I put the crystal pyramid back on the ground and lifted the gem. As soon as the gem left the glowing white floor, the crystalline spikes retracted back into the ceiling with a satisfying "SSHZING" noise. Leetzan was left in a bloody -though unimpaled- mess on the ground. Fawriel immediately conjured up that familiar healing glow around his hands. Fooruman stared at me menacingly for a moment, said "I hope your marshmallow burns," and rowed away to help Faw.
"Most people would have tried putting the big, shiny crystal back first," Araches commented.
"I didn't hear YOU suggest anything."
"I didn't hear you ask for help."
"If I ASK next time, will you give help?" I asked, frustrated.

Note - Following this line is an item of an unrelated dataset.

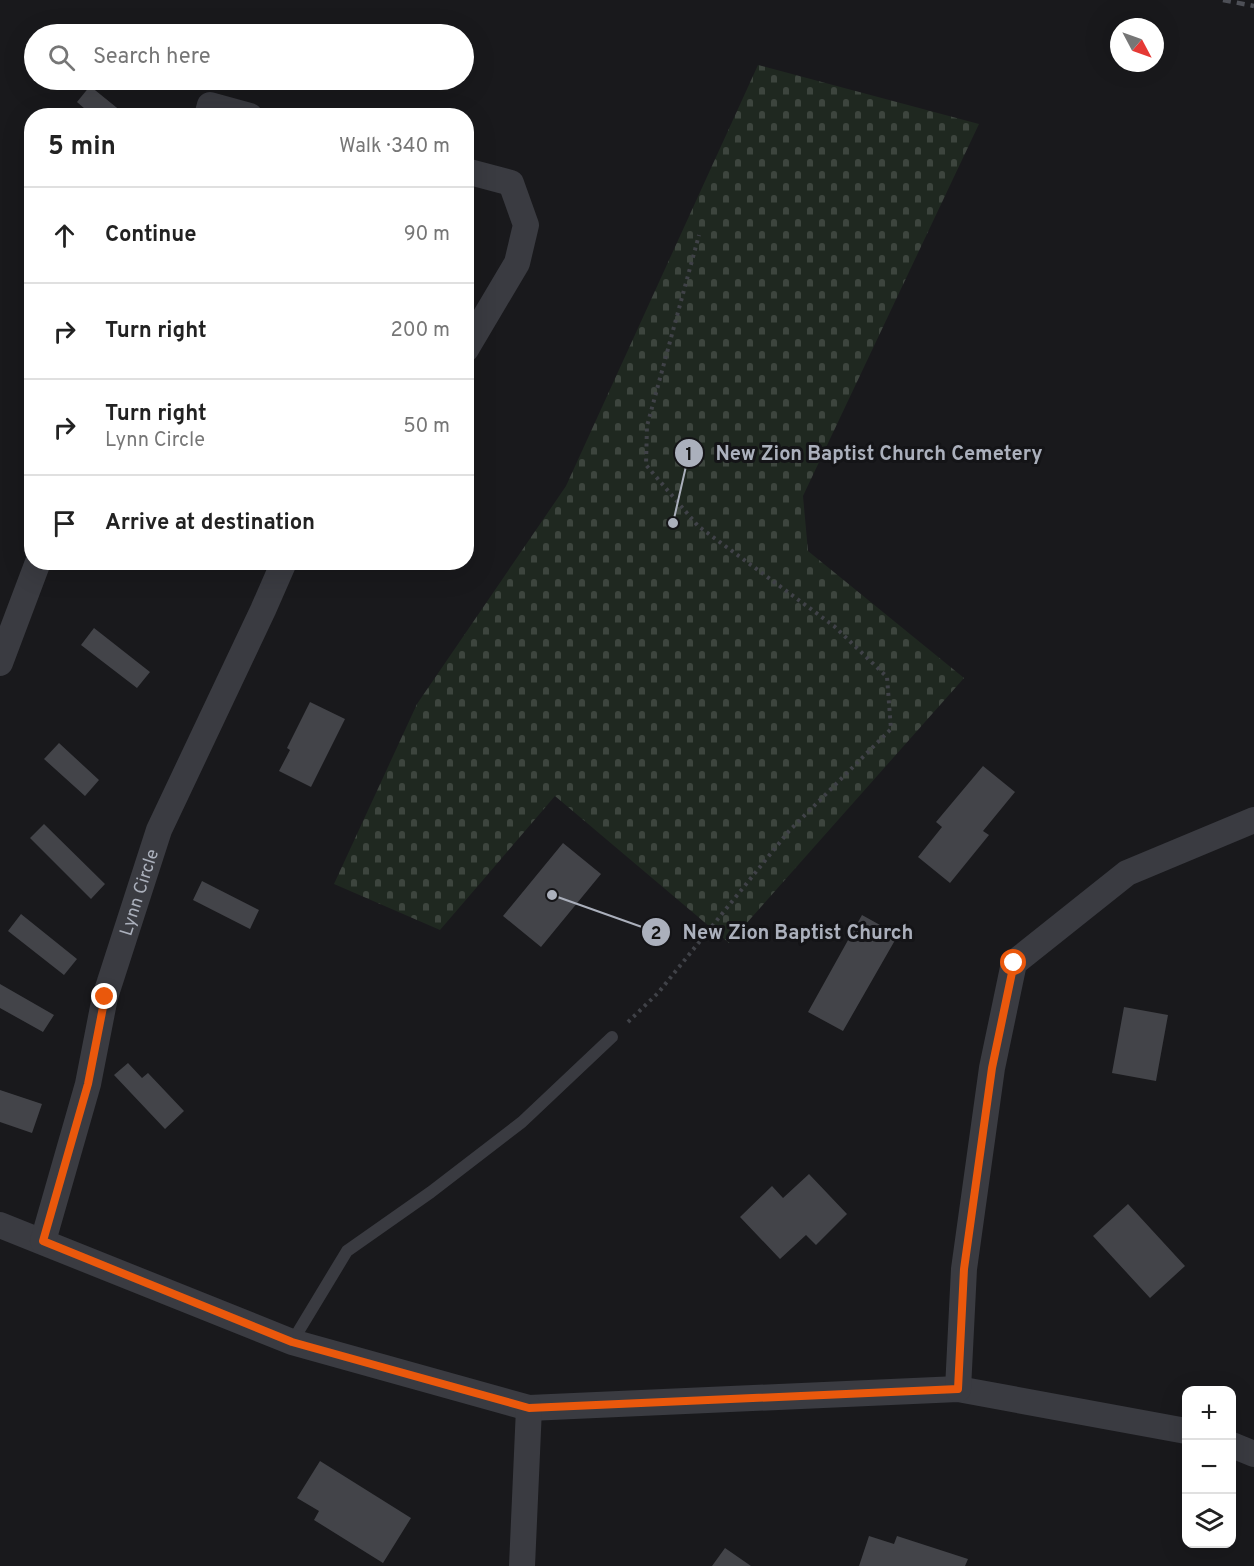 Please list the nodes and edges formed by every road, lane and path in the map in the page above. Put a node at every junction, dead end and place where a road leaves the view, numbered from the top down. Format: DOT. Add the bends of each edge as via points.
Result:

The sorceress chuckled. "Next time you'll have to beg. And I'll have to think up something entirely new for the time after next." She left to join Leetzan, Faw, Fooruman, and the Mythslayer, patting me on by back as she went. Uncomfortably low on my back.
I turned to Uberbob, awaiting some remark on the events that just proceeded, contemplating in advance ways to hurt him for said remarks. He seemed, however, fully concentrated on the doorway. "You know," he began, "if we put some potatoes in the doorway, then picked the pyramid up and put it down again really fast a bunch of times, we could probably make mashed potatoes." My brain felt offended, and I wondered how long I could maintain my sanity before becoming an Uberbob myself. The prospect made me feel sad, cold, and alone.